Ill post up some pics too, even though you'll get to see all of them on my FB. Cause your my hero


----------



## DF (Jul 12, 2012)

Oh yea, I'm following this log.  Go getum Bro


----------



## Shane1974 (Jul 12, 2012)

I'm hooked also. Ain't nothing like a cheat meal!


----------



## Hockeyplaya18 (Jul 12, 2012)

Just so everyone understands, I will still be training 4-5 times a week, and playing hockey twice a week. And eating healthy/not drinking Sunday-Thursday.....Loving the support bro's!!

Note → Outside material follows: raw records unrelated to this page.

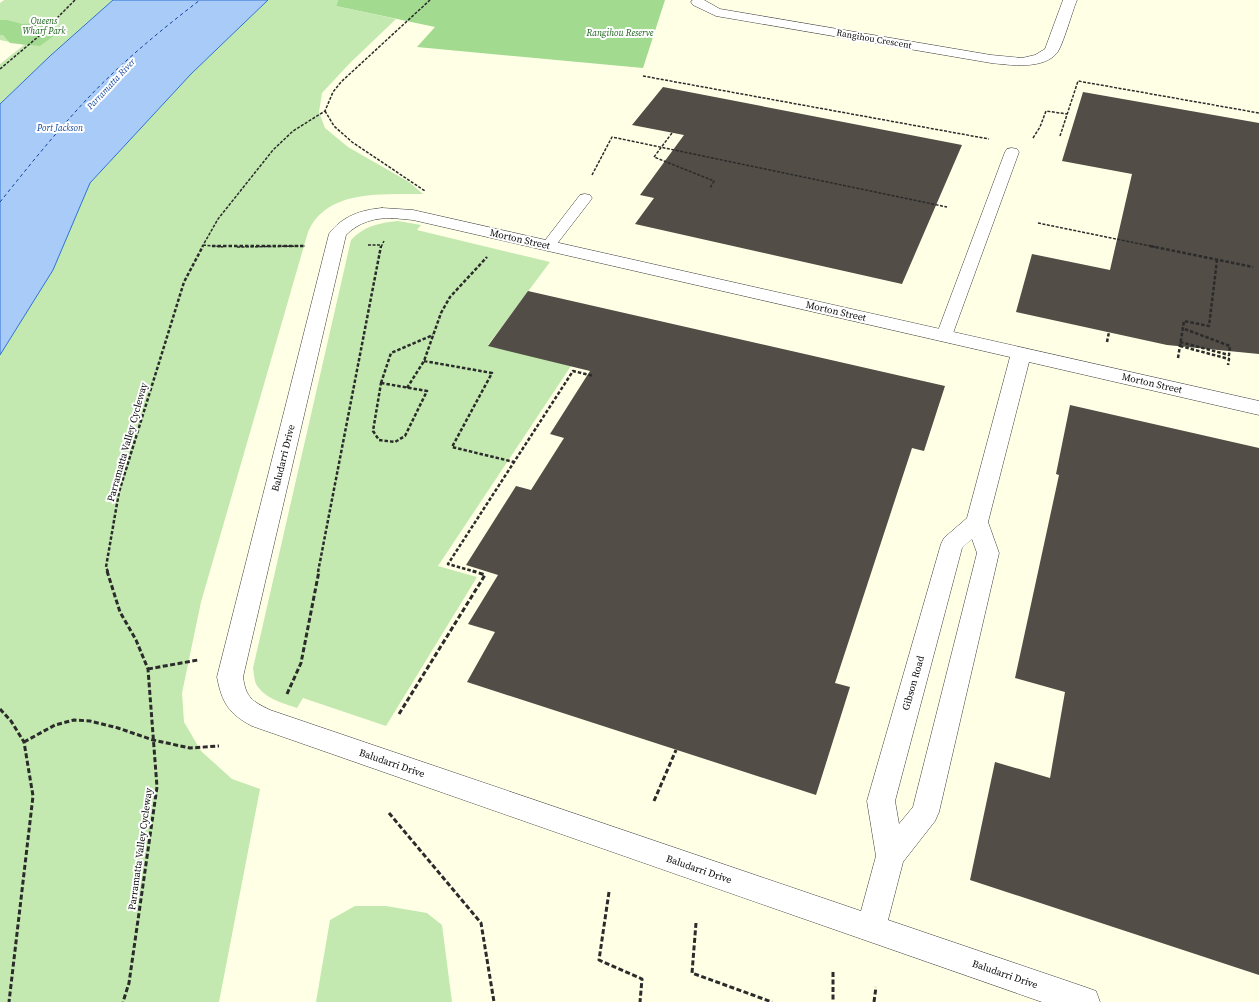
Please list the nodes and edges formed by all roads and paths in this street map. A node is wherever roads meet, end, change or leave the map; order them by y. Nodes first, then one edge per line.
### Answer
1 (75, 0) edge
2 (430, 0) edge
3 (1070, 0) edge
4 (698, 2) dead end
5 (0, 68) edge
6 (643, 76) dead end
7 (325, 110) junction
8 (1259, 113) edge
9 (1067, 114) junction
10 (672, 133) dead end
11 (1060, 136) dead end
12 (994, 140) dead end
13 (1031, 141) dead end
14 (661, 147) junction
15 (1012, 152) dead end
16 (591, 178) dead end
17 (710, 188) dead end
18 (585, 198) dead end
19 (420, 205) junction
20 (947, 207) dead end
21 (1038, 223) dead end
22 (387, 240) dead end
23 (203, 245) junction
24 (308, 246) dead end
25 (548, 246) junction
26 (491, 253) dead end
27 (1217, 260) junction
28 (1253, 267) dead end
29 (1182, 328) junction
30 (1109, 332) dead end
31 (433, 335) junction
32 (944, 336) junction
33 (1107, 342) dead end
34 (1180, 342) junction
35 (1180, 346) junction
36 (1021, 354) junction
37 (1178, 358) dead end
38 (424, 361) junction
39 (1228, 365) dead end
40 (594, 376) dead end
41 (381, 384) junction
42 (407, 388) junction
43 (1259, 408) edge
44 (514, 462) junction
45 (977, 522) junction
46 (198, 660) dead end
47 (148, 669) junction
48 (286, 697) dead end
49 (0, 709) edge
50 (399, 714) dead end
51 (153, 740) junction
52 (24, 742) junction
53 (219, 746) dead end
54 (676, 750) dead end
55 (654, 801) dead end
56 (389, 813) dead end
57 (890, 856) junction
58 (609, 892) dead end
59 (696, 923) dead end
60 (871, 928) junction
61 (833, 972) dead end
62 (876, 987) dead end
63 (9, 1002) edge
64 (123, 1002) edge
65 (494, 1002) edge
66 (640, 1002) edge
67 (772, 1002) edge
68 (833, 1002) edge
69 (874, 1002) edge
70 (1085, 1002) edge

1 - 5 path
2 - 7 path
3 - 4 street, Rangihou Crescent
6 - 12 path
7 - 19 path
7 - 23 path, Parramatta Valley Cycleway
8 - 9 path
9 - 11 path
9 - 13 path
10 - 14 path
14 - 16 path
14 - 17 path
14 - 20 path
15 - 32 lane
18 - 25 lane
19 - 25 street, Morton Street
19 - 60 street, Baludarri Drive
21 - 27 path
22 - 48 path
23 - 24 path
23 - 47 path, Parramatta Valley Cycleway
25 - 32 street, Morton Street
26 - 31 path
27 - 28 path
27 - 29 path
29 - 34 path
29 - 34 path
30 - 33 path
31 - 38 path
31 - 41 path
32 - 36 street, Morton Street
34 - 35 path
35 - 37 path
35 - 39 path
36 - 43 street, Morton Street
36 - 45 street
38 - 42 path
38 - 44 path
40 - 44 path
41 - 42 path
41 - 42 path
44 - 50 path
45 - 57 street, Gibson Road
45 - 57 street, Gibson Road
46 - 47 path
47 - 51 path, Parramatta Valley Cycleway
49 - 52 path
51 - 52 path
51 - 53 path
51 - 64 path, Parramatta Valley Cycleway
52 - 63 path
54 - 55 path
56 - 65 path
57 - 60 street, Gibson Road
58 - 66 path
59 - 67 path
60 - 70 street, Baludarri Drive
61 - 68 path
62 - 69 path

Taste of Chicago is this weekend, so be ready!!!


----------



## gymrat827 (Jul 12, 2012)

cheers man


----------



## Solid Snake (Jul 12, 2012)

very interesting thread


----------



## Hockeyplaya18 (Jul 13, 2012)

First YOLO last night.....3 glasses of wine and 3 beers with the GF, while we watched a movie. Then I did 45 min. of cardio before bed 

*ALCOHOLIC DRINKS TOTAL*
*6*

*UNHEALTHY MEAL TOTAL*
*0*


----------



## Hockeyplaya18 (Jul 16, 2012)

Enjoyed myself this weekend. Didnt get to crazzzy with the food except for Saturday at the Taste. Had some Deep Dish pizza, hot wings, nachos, deep fried catfish, and some a weird banana stuffed pork thing, it was interesting but not terrible tasting. Friday I killed a little bottle of Jager for Pre-gaming along with some beers. Had a lot more beer at the bar, along with 2 Patron Shots, we ended up catching a lobster, it was comedy lol.
Saturday I split a case with my buddy, and we split a bottle of Jonny Walker Black (YUMMMM)
Last night split a case, and had some wine, then I passed out harddddd!

*ALCOHOLIC DRINKS TOTAL*
*56*

*UNHEALTHY MEAL TOTAL*
*5*


----------



## JOMO (Jul 16, 2012)

Sounds like a fun weekend hockey! Wine, jager, long islands, tequila and guinness summed up my sat night in all of 4 hrs.


----------



## LeanHerm (Jul 16, 2012)

Lol this is great.


----------



## Get Some (Jul 16, 2012)

Went to visit my buddy in AZ and had a couple delightful cheat meals!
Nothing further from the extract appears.